> Task statement:
Copy out each line of the data that includes the string "Answer".

> Material provided:
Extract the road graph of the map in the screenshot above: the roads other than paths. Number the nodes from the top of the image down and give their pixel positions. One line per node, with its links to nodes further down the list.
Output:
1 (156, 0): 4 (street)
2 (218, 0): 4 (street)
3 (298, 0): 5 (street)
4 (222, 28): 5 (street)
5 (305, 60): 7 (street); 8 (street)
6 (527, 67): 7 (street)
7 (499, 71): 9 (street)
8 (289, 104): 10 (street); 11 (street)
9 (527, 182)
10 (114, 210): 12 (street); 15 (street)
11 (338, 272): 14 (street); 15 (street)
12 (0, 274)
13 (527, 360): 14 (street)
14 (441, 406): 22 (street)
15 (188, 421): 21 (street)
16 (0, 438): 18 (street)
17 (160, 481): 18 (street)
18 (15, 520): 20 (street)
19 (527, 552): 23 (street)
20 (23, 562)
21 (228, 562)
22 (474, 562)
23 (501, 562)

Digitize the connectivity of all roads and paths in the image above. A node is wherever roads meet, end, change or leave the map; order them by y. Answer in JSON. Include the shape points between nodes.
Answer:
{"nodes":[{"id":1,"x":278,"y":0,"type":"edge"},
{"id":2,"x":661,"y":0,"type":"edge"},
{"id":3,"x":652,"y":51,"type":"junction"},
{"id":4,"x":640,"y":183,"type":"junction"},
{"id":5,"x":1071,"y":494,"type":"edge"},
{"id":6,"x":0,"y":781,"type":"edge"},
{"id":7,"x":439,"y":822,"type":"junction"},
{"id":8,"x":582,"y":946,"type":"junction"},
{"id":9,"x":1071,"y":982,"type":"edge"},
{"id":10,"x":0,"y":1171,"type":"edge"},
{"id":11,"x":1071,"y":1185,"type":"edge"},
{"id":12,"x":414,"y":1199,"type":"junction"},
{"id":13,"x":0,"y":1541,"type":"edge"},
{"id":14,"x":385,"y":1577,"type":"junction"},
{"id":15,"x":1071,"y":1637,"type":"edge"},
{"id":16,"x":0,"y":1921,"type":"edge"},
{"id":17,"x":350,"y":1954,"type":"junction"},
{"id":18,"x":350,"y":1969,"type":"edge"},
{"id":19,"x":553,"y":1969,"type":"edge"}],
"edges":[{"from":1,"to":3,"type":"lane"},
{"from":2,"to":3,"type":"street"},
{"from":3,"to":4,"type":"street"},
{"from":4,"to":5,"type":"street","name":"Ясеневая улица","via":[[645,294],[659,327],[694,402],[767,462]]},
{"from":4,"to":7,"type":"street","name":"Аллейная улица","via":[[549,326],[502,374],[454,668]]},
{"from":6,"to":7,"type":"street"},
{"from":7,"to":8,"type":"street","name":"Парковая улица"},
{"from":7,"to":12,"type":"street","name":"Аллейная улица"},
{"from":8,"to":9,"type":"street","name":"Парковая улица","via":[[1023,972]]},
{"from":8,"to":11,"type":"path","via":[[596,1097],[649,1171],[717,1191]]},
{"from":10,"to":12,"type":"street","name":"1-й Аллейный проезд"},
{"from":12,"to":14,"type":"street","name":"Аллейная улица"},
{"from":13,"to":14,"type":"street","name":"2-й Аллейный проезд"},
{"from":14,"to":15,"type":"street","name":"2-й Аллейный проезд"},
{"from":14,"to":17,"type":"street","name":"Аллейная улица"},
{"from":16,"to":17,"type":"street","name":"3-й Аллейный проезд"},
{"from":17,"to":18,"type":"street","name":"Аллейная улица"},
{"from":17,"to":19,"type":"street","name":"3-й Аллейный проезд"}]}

> Response to the exercise:
Digitize the connectivity of all roads and paths in the image above. A node is wherever roads meet, end, change or leave the map; order them by y. Answer in JSON. Include the shape points between nodes.
Answer:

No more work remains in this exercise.